1. 样品准备:确保样品浓度和体积适宜,澄清无颗粒,并通过离心或微滤处理去除气泡。2. 样品的前处理:进行缓冲液交换和脱盐,使用透析、凝胶过滤、超滤等方法。3. 仪器准备:打开ITC仪器和控制软件,清洗样品池和滴定针。4. 设定参数:设置实验温度、参考功率、搅拌速度、初始延迟时间和滴定参数。5. 加样:将样品加入样品池,将滴定液加入滴定针,并确保无气泡。6. 开始实验:输入样品浓度,确认实验参数后开始实验,监测热量变化。7. 数据分析:实验完成后,软件自动或手动进行数据积分和拟合分析,得到亲和力、反应热等热力学参数。微量热泳动技术(Micro Scale Thermophoresis,MST)基于检测在温度梯度中的生物分子电泳迁移率的变化,从而分析分子间相互作用以及各种化学剂量学参数。

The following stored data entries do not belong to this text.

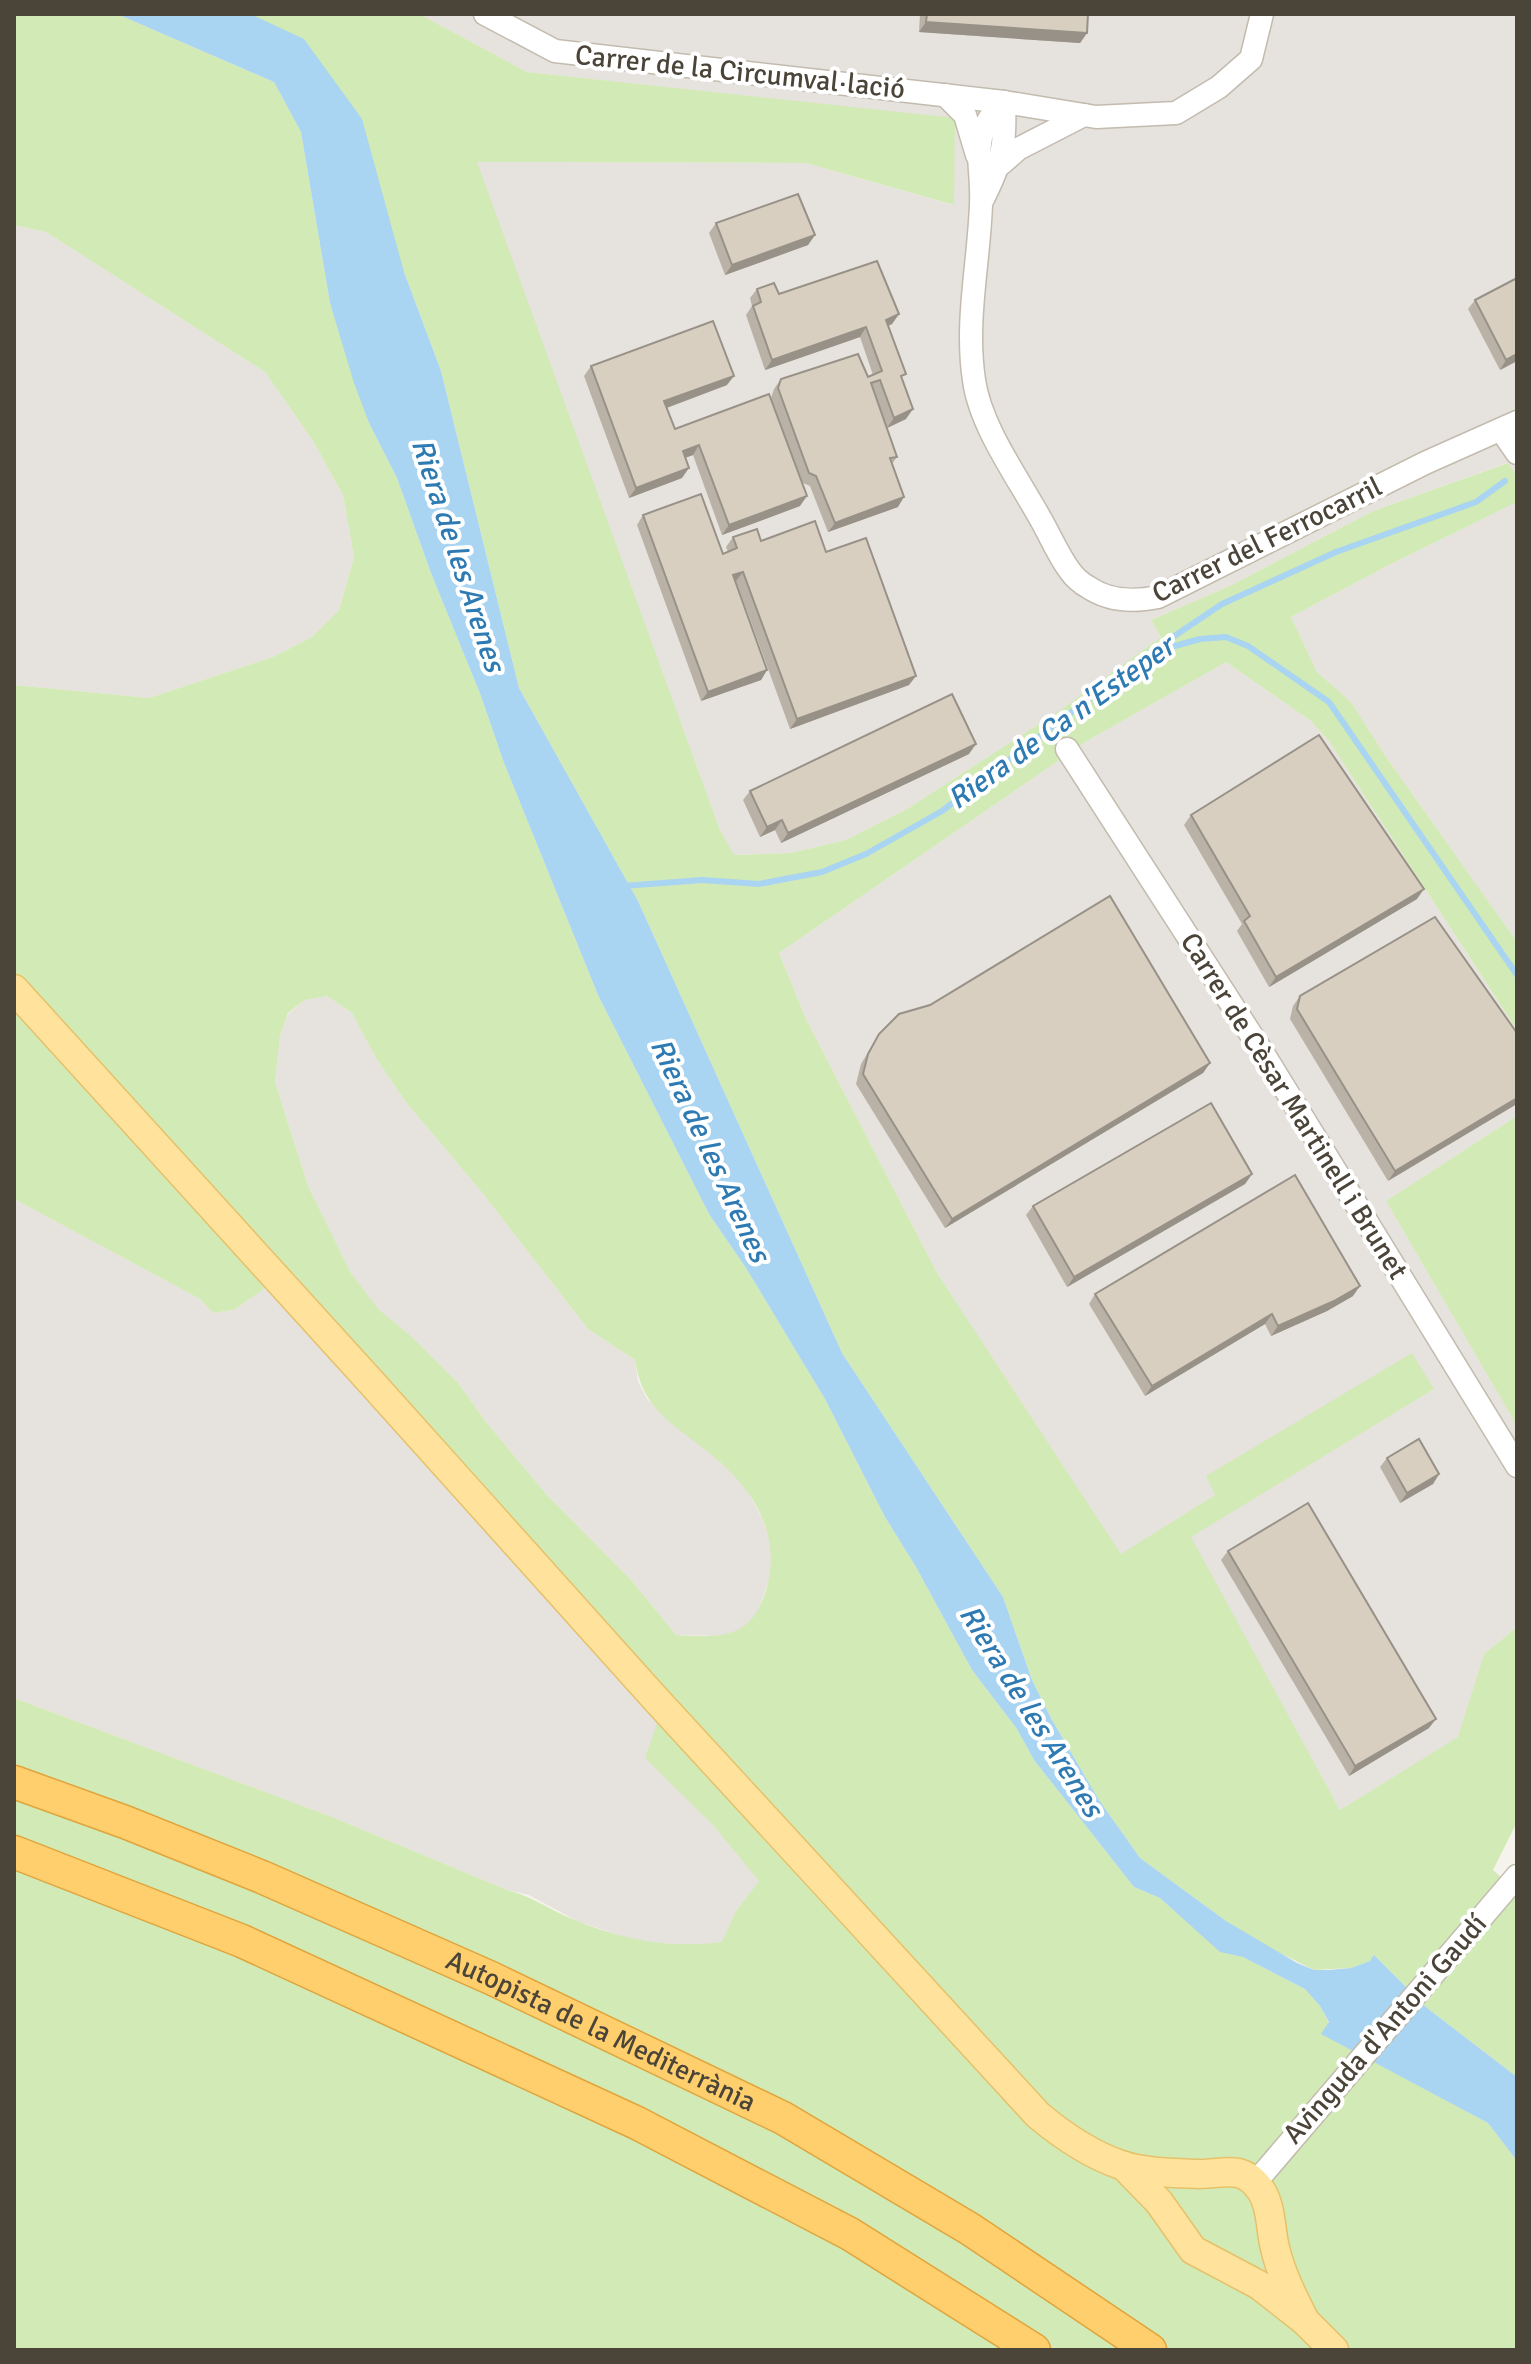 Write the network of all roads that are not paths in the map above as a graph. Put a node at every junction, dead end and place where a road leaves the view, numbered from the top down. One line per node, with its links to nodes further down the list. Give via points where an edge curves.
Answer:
1 (485, 14): 3 (street, Carrer de la Circumval·lació, via 555,51)
2 (1262, 14): 5 (street, Carrer de la Circumval·lació, via 1251,59 1219,87 1176,113)
3 (945, 95): 4 (street, Carrer de la Circumval·lació); 6 (street, via 965,115)
4 (1004, 102): 5 (street, Carrer de la Circumval·lació); 6 (street, Carrer del Ferrocarril, via 1005,130)
5 (1084, 115): 6 (street, Carrer del Ferrocarril)
6 (990, 162): 7 (street, Carrer del Ferrocarril, via 981,202 970,345 974,385 987,422 1071,572 1104,596 1140,601 1158,597)
7 (1509, 426): 8 (street)
8 (1517, 453)
9 (1067, 749): 11 (street, Carrer de Cèsar Martinell i Brunet, via 1263,1053)
10 (14, 989): 15 (main road, via 1003,2079 1062,2135)
11 (1517, 1466)
12 (14, 1782): 23 (highway, Autopista de la Mediterrània, via 262,1877 491,1978 783,2118 970,2229)
13 (14, 1852): 22 (highway, via 242,1941 637,2123 850,2234)
14 (1517, 1876): 17 (street, Avinguda d'Antoni Gaudí)
15 (1124, 2166): 16 (main road); 19 (main road)
16 (1204, 2174): 17 (main road, via 1228,2170); 19 (main road, via 1184,2192 1178,2214)
17 (1255, 2183): 18 (main road, via 1268,2204)
18 (1269, 2223): 20 (main road, via 1254,2250); 21 (main road, via 1285,2280)
19 (1181, 2231): 20 (main road, via 1193,2250)
20 (1220, 2262): 21 (main road)
21 (1305, 2321): 24 (main road)
22 (1034, 2350)
23 (1150, 2350)
24 (1334, 2350)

1. 样品准备:首先,需要纯化目标蛋白,并使用荧光染料(如NHS-647)对其进行标记。标记后的蛋白通过色谱柱纯化以去除未反应的染料,并准备一系列不同浓度的小分子药物溶液用于后续实验。2. 样品标记与孵育:将荧光标记的蛋白与小分子药物混合,并在室温下孵育一定时间,以允许药物与蛋白充分结合。3. 亲和力测试:使用MST仪器,将混合样品装入毛细管中,通过红外激光产生局部温度梯度,观察荧光标记的蛋白分子在温度梯度下的热泳动变化,并记录荧光强度的变化。4. 数据分析:利用MST仪器记录的荧光强度变化数据,通过软件进行数据拟合和亲和力常数的计算,从而得出药物与蛋白之间的结合亲和力(Kd值)。5. 实验条件优化:根据初步实验结果,可能需要调整样品浓度、孵育时间和温度等条件,以优化实验条件并获得更准确的实验数据。荧光偏振免疫分析法(Fluorescence Polarization Immunoassay,FPIA)是一种基于荧光偏振原理的定量免疫分析技术,用于研究生物分子间的相互作用。FPIA技术的核心在于,荧光物质在受到单一平面的偏振光照射后,会吸收光能跃入激发态,然后返回到基态,并发出偏振荧光。偏振荧光的强度与荧光分子的大小成正比,与其在激发时的转动速度成反比。
1.样品准备:首先,针对目标蛋白选择合适的阳性药物,并对其进行荧光标记。这些药物通常是小分子,可以通过荧光素(如FITC)进行标记。
2.配制标准抗原:配制一系列不同浓度的标准抗原,这些抗原是已知剂量的非标记抗原,通常由试剂盒提供。
3.竞争结合反应:将一系列已知浓度的标准抗原与一定量的标记抗原在一定条件下与限量的特异性抗体进行反应。在反应过程中,未标记的抗原和标记的抗原会竞争性地与抗体结合。
4.荧光偏振测量:反应达到平衡后,使用荧光偏振免疫分析仪器测量反应体系的荧光偏振程度。荧光偏振的程度与荧光分子的大小成正比,与其在激发时的转动速度成反比。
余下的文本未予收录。